The modes and conventions of diplomacy are highly stylized and formal. Language always tends toward understatement, and emotion-charged words are taboo. The etiquette and manners of diplomatic meetings are carefully prescribed. The privileges and immunities of diplomats are found in conventions and treaties that have evolved over a long period. Whenever etiquette is breached, a diplomatic “rebuff” occurs. Although this formality and ceremony has an air of make-believe, it serves a practical purpose: It allows diplomats to deal with issues of war and peace in a calm and unemotional manner. In the tense hours of crisis, a cool head, tact, and good humor are necessary.

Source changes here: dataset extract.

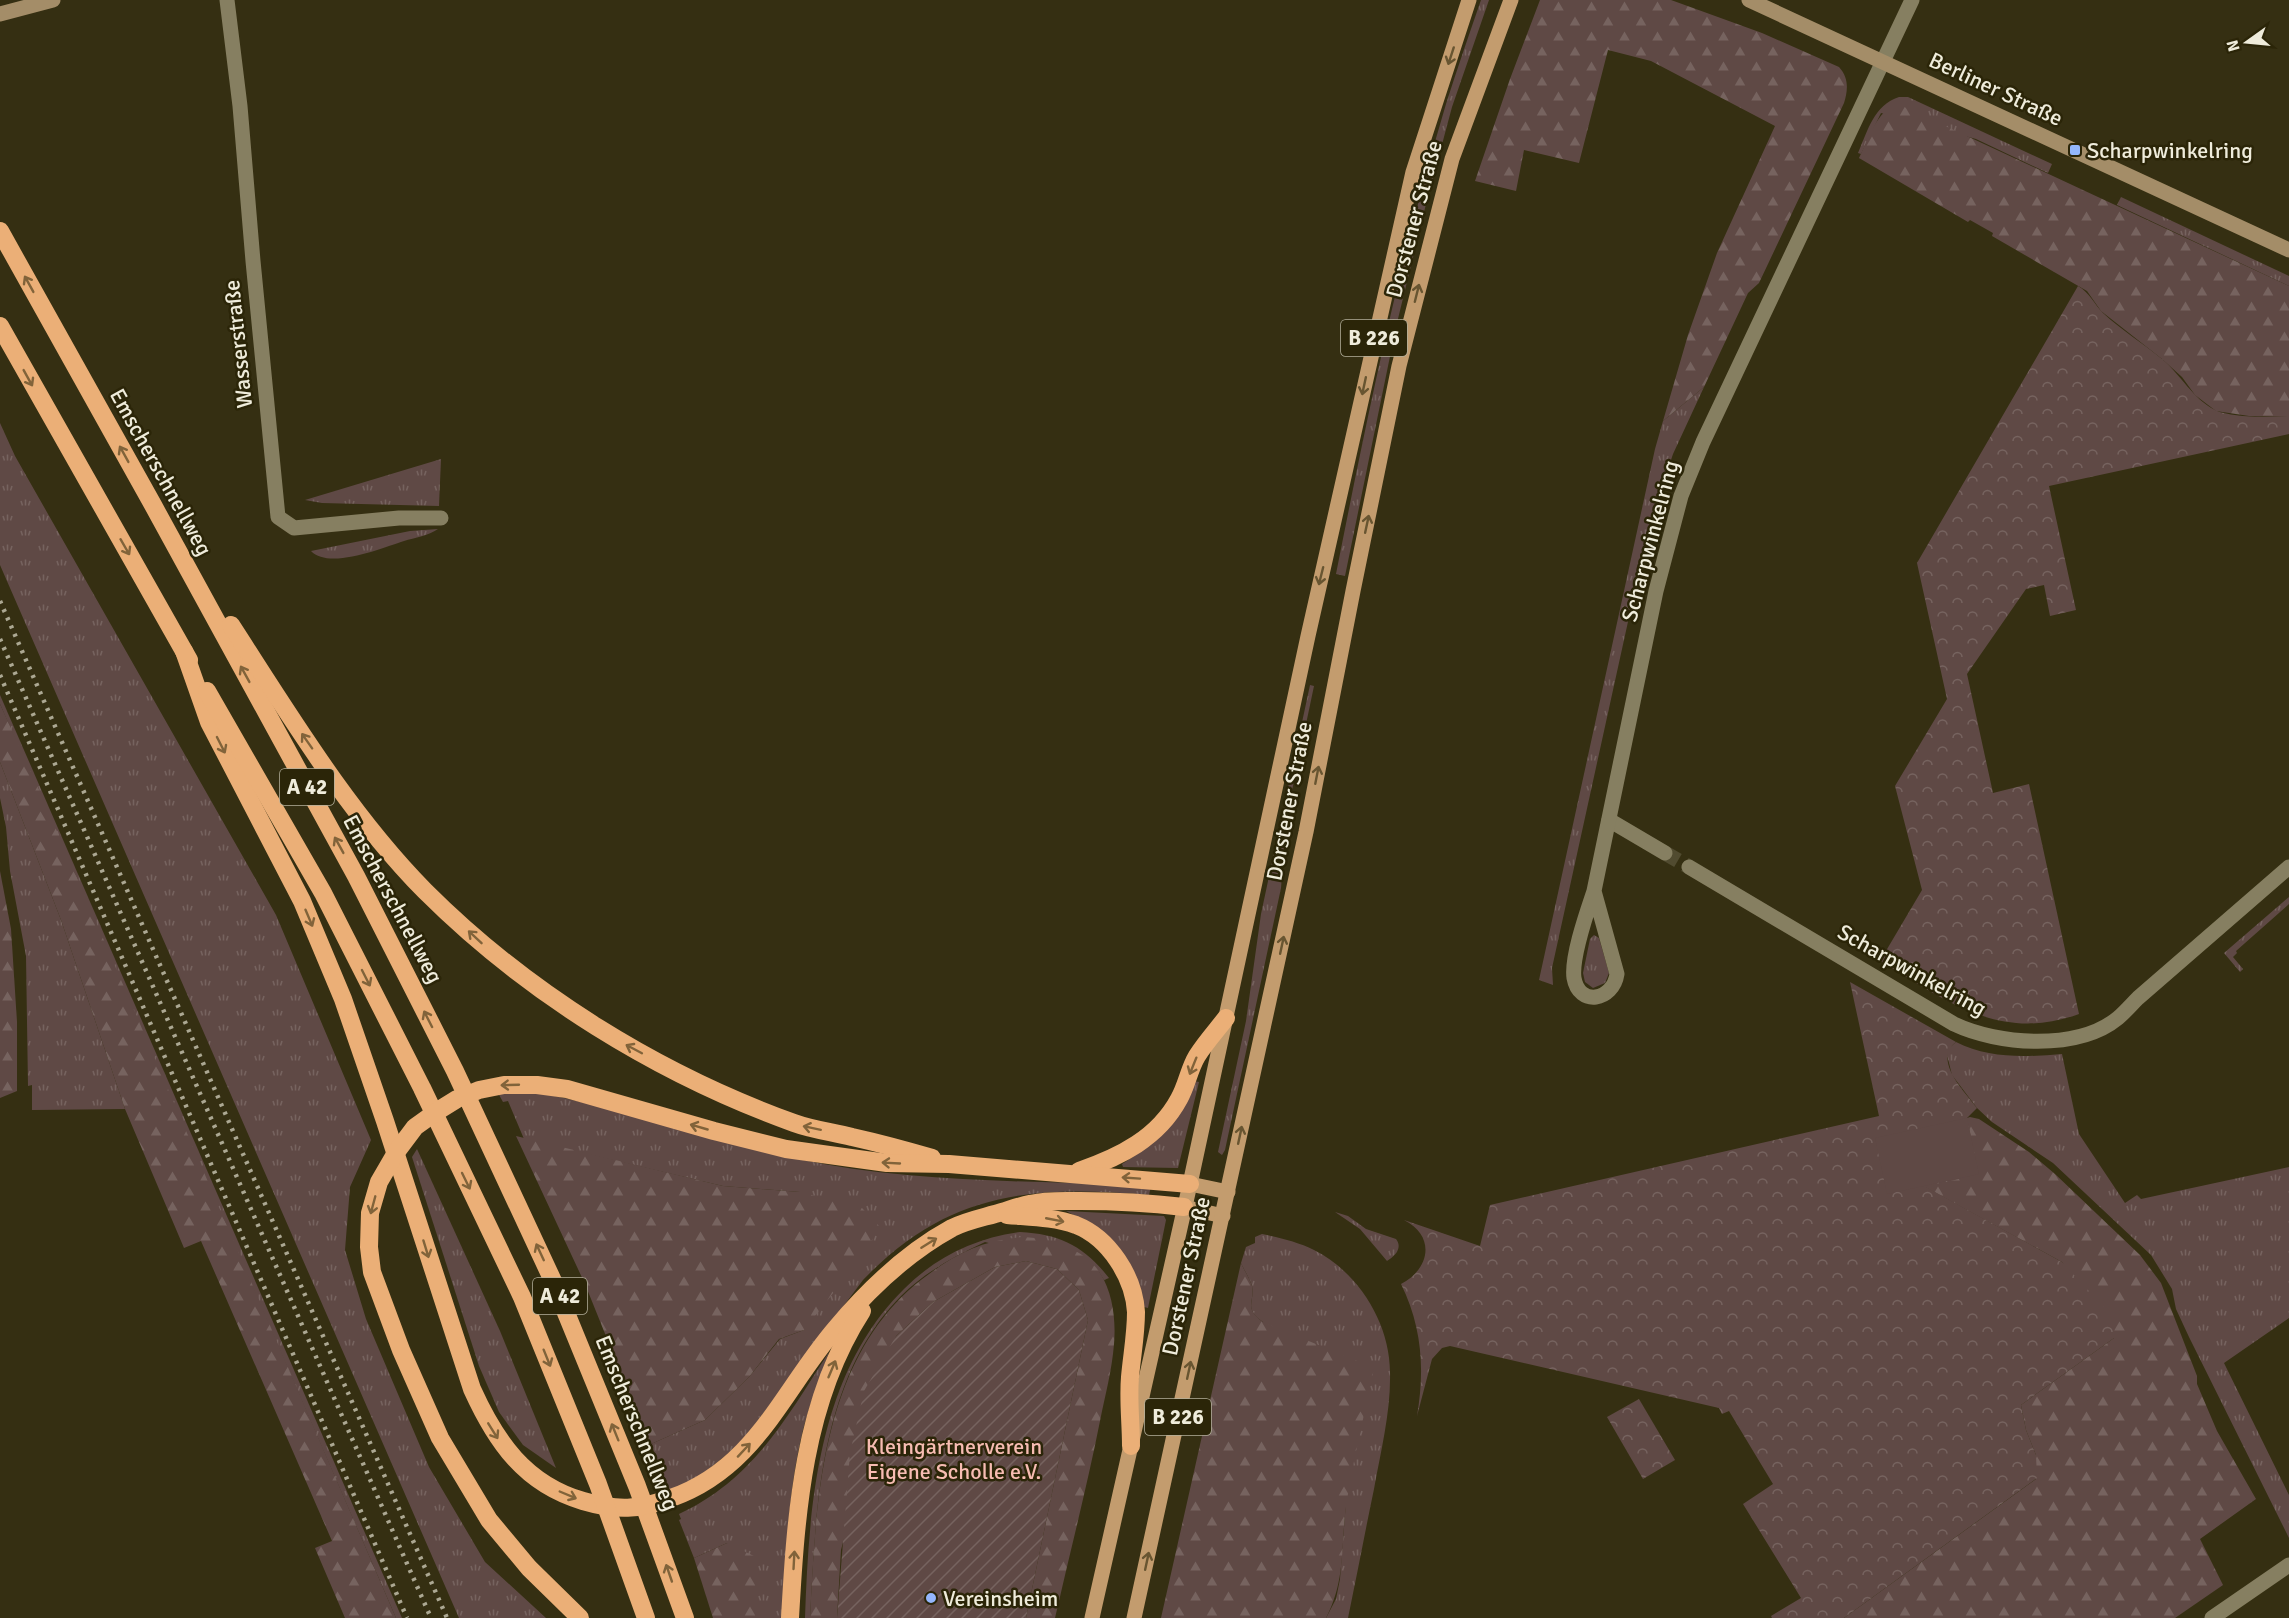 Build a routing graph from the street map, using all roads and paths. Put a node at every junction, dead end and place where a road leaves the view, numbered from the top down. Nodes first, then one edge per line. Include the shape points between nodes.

Detailed and universally accepted conventions exist concerning most of the formal ways in which countries interact. In the early days of the nation-state system, the departure of an ambassador was a ceremonial event, as was the ambassador's reception by a head of state. Because ambassadors personally represent the heads of their governments, the relations among ambassadors within a country have always involved issues of prestige. Thus, such details as where an ambassador rode in a procession or which ambassador entered a room first assumed great significance. Such issues plagued European courts until they were resolved at the Congress of Vienna in 1815 and the Congress of Aix-la-Chapelle in 1818 and, more recently, at the Vienna meetings to draft a Convention on Diplomatic Relations in 1961. As a result of these meetings, diplomats were divided into three classes: (1) ambassadors, legates, and papal nuncios who are always accredited to heads of state; (2) envoys, ministers, and other persons accredited to heads of state; and (3) chargés d'affaires who are accredited to ministers of foreign affairs. Only members of the first class represent their nation's leader. Precedence among representatives in a capital is now based on seniority within its diplomatic corps. The most senior member of that corps is designated the doyen, or dean. The doyen usually represents the entire diplomatic corps at ceremonial functions and in matters of diplomatic privileges and immunities. The most concise digest of the protocol of diplomacy is the Vienna Convention on Diplomatic Relations, consisting of 53 short articles completed under UN auspices.